O papel dos “smart spaces” no futuro do trabalho

  • Maria João Pinto
  • 23 Março 2026

O futuro dos escritórios, do retalho, da hotelaria e das cidades não será definido apenas por tecnologia de ponta, mas pela capacidade de criar lugares com propósito.

Terça-feira, 7h30. O despertador toca, mas não há pressa para sair de casa. Afinal, o trabalho está a um clique de distância. Abre o portátil, liga a câmara e… pronto, está “no escritório”. Tal como ontem. Tal como anteontem. Tudo parece eficiente, rápido, automatizado.

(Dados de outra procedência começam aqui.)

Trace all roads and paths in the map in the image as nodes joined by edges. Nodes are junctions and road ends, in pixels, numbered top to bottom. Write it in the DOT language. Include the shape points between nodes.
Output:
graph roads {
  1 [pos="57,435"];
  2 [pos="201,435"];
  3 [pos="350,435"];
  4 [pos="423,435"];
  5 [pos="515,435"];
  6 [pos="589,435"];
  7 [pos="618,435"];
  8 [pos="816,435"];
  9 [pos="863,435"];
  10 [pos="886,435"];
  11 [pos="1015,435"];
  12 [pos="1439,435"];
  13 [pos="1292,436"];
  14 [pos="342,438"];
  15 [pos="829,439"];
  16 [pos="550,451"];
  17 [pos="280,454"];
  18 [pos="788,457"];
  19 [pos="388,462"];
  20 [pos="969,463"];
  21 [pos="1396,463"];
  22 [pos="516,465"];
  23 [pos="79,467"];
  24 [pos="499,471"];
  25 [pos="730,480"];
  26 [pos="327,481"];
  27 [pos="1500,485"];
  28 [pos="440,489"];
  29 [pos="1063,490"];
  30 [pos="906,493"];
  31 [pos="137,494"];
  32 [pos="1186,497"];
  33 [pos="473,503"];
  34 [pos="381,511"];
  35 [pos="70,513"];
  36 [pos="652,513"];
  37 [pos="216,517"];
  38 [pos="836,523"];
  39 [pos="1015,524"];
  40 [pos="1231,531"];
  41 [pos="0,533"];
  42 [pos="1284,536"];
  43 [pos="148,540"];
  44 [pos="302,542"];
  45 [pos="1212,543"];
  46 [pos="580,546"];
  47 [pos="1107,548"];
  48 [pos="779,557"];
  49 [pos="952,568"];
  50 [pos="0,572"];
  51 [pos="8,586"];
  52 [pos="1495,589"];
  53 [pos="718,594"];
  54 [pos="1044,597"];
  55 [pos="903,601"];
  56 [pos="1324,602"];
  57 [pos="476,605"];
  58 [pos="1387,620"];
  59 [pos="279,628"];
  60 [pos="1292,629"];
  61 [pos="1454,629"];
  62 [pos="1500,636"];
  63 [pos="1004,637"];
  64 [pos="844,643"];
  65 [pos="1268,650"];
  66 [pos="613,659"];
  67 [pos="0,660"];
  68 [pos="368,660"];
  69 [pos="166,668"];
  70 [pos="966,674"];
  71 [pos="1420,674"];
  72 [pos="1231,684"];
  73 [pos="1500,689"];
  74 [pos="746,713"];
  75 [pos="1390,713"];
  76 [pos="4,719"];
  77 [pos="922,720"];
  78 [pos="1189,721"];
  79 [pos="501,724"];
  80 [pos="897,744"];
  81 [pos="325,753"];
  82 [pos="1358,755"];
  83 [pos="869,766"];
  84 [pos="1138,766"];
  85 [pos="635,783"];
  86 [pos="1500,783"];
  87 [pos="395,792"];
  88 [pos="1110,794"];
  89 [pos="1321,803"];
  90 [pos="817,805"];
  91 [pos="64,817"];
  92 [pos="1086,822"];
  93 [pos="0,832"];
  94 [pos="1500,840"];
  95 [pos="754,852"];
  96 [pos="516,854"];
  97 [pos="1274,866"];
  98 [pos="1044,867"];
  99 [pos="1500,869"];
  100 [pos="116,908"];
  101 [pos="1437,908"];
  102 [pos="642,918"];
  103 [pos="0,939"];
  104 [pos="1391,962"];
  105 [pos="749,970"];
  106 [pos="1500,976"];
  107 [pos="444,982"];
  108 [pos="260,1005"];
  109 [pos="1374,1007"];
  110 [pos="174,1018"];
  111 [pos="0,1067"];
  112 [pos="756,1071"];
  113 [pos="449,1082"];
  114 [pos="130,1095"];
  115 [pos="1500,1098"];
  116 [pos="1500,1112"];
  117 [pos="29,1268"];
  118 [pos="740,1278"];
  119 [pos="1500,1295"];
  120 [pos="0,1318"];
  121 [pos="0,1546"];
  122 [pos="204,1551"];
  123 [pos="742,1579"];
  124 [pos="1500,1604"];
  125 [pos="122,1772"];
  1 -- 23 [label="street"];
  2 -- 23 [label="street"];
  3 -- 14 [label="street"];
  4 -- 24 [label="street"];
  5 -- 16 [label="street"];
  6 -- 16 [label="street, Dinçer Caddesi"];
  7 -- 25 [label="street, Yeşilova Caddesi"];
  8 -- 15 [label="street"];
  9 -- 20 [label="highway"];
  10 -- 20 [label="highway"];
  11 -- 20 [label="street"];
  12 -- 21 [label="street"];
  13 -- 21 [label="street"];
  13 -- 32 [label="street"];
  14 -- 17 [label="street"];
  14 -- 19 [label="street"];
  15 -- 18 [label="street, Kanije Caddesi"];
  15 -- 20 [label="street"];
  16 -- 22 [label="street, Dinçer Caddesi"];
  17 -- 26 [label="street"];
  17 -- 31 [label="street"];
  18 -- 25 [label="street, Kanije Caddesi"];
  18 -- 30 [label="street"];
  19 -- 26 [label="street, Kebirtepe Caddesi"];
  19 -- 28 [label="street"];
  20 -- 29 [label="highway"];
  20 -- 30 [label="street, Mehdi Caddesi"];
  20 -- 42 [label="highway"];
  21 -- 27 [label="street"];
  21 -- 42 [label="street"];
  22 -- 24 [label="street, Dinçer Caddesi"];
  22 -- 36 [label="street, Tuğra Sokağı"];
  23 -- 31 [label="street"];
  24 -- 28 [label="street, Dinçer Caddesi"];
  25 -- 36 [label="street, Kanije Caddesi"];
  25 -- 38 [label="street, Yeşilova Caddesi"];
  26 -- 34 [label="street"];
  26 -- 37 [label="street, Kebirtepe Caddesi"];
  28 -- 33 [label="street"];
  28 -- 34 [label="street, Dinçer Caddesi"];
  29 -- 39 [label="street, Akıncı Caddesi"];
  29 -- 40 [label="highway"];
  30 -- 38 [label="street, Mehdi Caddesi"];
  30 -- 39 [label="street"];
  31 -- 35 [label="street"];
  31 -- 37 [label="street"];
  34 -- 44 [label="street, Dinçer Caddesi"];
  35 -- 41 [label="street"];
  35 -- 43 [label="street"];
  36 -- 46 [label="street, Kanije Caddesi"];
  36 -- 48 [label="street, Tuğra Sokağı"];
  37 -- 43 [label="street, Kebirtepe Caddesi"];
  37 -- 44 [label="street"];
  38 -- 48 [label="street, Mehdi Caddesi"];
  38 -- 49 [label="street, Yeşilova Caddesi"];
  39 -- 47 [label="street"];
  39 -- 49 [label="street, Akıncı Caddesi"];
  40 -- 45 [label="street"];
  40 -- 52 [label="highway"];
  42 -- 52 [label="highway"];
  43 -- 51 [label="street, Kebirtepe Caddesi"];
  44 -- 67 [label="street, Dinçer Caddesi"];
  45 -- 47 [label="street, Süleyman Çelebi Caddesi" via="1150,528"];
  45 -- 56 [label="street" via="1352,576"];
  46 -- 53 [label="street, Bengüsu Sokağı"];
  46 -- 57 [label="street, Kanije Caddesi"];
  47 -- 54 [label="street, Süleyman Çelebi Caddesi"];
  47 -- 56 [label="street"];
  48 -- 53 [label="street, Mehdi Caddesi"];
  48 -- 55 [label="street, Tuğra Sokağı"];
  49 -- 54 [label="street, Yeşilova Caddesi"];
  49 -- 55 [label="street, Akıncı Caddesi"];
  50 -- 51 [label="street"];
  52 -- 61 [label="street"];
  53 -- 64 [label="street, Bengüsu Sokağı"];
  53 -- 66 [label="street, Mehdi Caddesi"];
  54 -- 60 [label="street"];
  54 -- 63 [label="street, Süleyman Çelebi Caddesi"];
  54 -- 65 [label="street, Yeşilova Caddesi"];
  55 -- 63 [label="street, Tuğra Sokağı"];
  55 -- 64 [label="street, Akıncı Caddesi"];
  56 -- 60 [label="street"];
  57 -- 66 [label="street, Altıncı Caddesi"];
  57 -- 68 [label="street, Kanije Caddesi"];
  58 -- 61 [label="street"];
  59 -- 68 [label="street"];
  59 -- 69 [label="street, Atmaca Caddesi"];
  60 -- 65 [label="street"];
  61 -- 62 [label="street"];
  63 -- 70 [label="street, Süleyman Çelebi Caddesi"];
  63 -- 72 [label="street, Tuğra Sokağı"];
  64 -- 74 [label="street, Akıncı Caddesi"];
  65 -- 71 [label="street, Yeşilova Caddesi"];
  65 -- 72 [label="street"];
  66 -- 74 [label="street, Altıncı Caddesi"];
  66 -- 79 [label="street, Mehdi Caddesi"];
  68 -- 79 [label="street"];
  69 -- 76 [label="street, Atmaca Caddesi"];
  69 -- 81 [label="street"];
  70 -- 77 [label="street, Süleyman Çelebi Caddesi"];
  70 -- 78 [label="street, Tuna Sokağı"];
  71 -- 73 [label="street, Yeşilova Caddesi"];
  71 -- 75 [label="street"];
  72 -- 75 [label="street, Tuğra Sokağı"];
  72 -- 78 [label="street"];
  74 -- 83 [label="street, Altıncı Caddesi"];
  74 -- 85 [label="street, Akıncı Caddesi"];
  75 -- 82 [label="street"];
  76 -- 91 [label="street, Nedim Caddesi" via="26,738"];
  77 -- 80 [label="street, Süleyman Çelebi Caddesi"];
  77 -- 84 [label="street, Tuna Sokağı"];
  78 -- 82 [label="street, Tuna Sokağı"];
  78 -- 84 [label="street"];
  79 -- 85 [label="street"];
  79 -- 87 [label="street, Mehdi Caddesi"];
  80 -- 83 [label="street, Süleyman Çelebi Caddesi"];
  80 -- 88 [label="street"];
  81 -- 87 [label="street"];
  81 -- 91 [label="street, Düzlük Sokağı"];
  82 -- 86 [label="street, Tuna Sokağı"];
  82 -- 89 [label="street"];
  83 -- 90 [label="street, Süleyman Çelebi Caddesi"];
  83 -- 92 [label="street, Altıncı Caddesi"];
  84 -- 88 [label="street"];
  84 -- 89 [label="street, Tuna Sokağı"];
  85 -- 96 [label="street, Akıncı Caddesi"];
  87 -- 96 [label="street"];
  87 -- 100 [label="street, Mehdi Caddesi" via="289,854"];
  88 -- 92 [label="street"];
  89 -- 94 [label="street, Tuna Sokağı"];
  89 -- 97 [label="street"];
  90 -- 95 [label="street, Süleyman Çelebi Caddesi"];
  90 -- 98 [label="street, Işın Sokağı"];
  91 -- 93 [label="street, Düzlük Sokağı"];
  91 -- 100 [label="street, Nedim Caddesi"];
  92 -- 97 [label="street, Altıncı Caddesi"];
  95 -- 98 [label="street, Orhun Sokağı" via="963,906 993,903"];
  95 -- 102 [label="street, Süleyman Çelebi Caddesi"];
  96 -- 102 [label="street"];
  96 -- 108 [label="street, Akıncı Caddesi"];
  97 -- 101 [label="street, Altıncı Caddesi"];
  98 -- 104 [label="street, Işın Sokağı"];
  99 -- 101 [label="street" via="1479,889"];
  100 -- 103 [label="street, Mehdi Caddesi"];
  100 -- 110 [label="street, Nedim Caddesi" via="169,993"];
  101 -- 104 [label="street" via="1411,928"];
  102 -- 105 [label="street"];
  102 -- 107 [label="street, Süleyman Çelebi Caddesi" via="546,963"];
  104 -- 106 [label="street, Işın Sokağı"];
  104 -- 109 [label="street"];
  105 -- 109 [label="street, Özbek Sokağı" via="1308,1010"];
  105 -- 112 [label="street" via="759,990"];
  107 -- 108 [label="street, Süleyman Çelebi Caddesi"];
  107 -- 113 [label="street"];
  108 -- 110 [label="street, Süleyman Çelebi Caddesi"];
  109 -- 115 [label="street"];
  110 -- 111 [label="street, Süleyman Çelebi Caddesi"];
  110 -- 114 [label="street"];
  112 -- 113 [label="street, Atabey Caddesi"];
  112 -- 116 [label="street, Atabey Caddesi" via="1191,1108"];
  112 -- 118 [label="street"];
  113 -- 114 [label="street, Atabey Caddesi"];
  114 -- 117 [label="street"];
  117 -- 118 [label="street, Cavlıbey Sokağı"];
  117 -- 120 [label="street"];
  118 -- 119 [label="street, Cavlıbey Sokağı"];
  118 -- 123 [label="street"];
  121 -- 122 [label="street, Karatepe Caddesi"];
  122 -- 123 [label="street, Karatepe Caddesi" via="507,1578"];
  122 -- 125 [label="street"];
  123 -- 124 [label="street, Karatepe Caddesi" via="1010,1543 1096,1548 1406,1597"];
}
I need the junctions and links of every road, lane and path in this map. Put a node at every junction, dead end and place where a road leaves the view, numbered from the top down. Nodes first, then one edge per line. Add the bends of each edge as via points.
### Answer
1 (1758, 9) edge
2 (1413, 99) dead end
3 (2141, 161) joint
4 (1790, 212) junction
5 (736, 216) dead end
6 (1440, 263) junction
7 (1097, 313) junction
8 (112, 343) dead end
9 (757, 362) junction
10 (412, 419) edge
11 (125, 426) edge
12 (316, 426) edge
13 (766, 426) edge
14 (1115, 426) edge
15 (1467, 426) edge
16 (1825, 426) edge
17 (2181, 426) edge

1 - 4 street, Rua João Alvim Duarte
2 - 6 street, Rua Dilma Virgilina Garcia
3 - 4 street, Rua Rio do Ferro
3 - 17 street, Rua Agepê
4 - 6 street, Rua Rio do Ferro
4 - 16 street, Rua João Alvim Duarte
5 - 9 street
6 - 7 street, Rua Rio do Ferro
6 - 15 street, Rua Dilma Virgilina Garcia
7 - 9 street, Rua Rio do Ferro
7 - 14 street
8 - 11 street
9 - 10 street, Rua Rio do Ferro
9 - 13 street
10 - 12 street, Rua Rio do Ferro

Mas, após horas de reuniões virtuais – iguais às de ontem e às de amanhã – surge aquele peso nos olhos, a cabeça a latejar e uma sensação difícil de ignorar: o cansaço digital extremo. Não é falta de café. É falta de gente, de movimento, de estímulo real. É falta de espaço vivido.

É aqui que o espaço físico recupera protagonismo. Num mundo dominado por ecrãs, os lugares físicos tornaram-se mais do que nunca o nosso porto seguro. Já não são apenas locais funcionais para trabalhar, comprar ou dormir; são plataformas de experiência humana. São onde o digital abranda e o humano reaparece. Onde recuperamos aquilo que nenhuma tecnologia consegue automatizar: presença, empatia, criatividade coletiva.

Os chamados smart spaces não são espaços “cheios de tecnologia”. São espaços inteligentes porque entendem as pessoas. Adaptam-se aos comportamentos, promovem bem-estar, estimulam encontros e criam contextos onde a tecnologia trabalha em segundo plano – silenciosa, útil, quase invisível. Porque sejamos honestos: nenhum algoritmo substitui a energia de uma conversa cara a cara, nem a criatividade que surge quando rabiscamos ideias à volta da mesma mesa. Muito menos aquela pausa aparentemente banal junto à máquina do café, onde nascem ideias, negócios e até amizades.

As empresas já perceberam isso. Os escritórios deixaram de ser filas de secretárias para se tornarem ecossistemas híbridos, pensados para colaboração, flexibilidade e saúde mental. As lojas deixaram de vender apenas produtos e passaram a oferecer experiências que cruzam o físico e o digital de forma fluida. Os hotéis já não servem apenas para dormir, mas para viver, trabalhar, socializar e sentir pertença. Em todos estes contextos, o espaço deixa de ser cenário e passa a ser protagonista.

Os smart spaces são, no fundo, o contrapeso necessário à automação excessiva. Lembram-nos que, por mais que a inteligência artificial avance, continuamos a ser seres sociais, sensoriais e emocionais. Precisamos de luz natural, de som ambiente, de movimento, de contacto humano. Precisamos de espaços que nos acolham, não apenas que nos otimizem.

As organizações que investem em smart spaces não o fazem apenas por inovação. Fazem-no porque compreendem que o espaço influencia diretamente a produtividade, o bem-estar e a retenção de talento. O futuro dos escritórios, do retalho, da hotelaria e das cidades não será definido apenas por tecnologia de ponta, mas pela capacidade de criar lugares com propósito. Lugares que conciliem inovação tecnológica com dimensão humana. Espaços que inspiram, conectam e geram valor real.

Na mesma medida, o futuro do trabalho não será totalmente remoto nem exclusivamente presencial. Será híbrido, flexível e intencional. E, nesse futuro, os espaços que criarem verdadeiro valor humano serão os que capturam mais valor económico.

No fim do dia, quando desligamos os ecrãs, é no espaço físico que reencontramos aquilo que nenhum feed infinito nos oferece: sentido, ligação e comunidade. E, muitas vezes, as melhores ideias continuam a surgir exatamente ali – ao lado da máquina do café.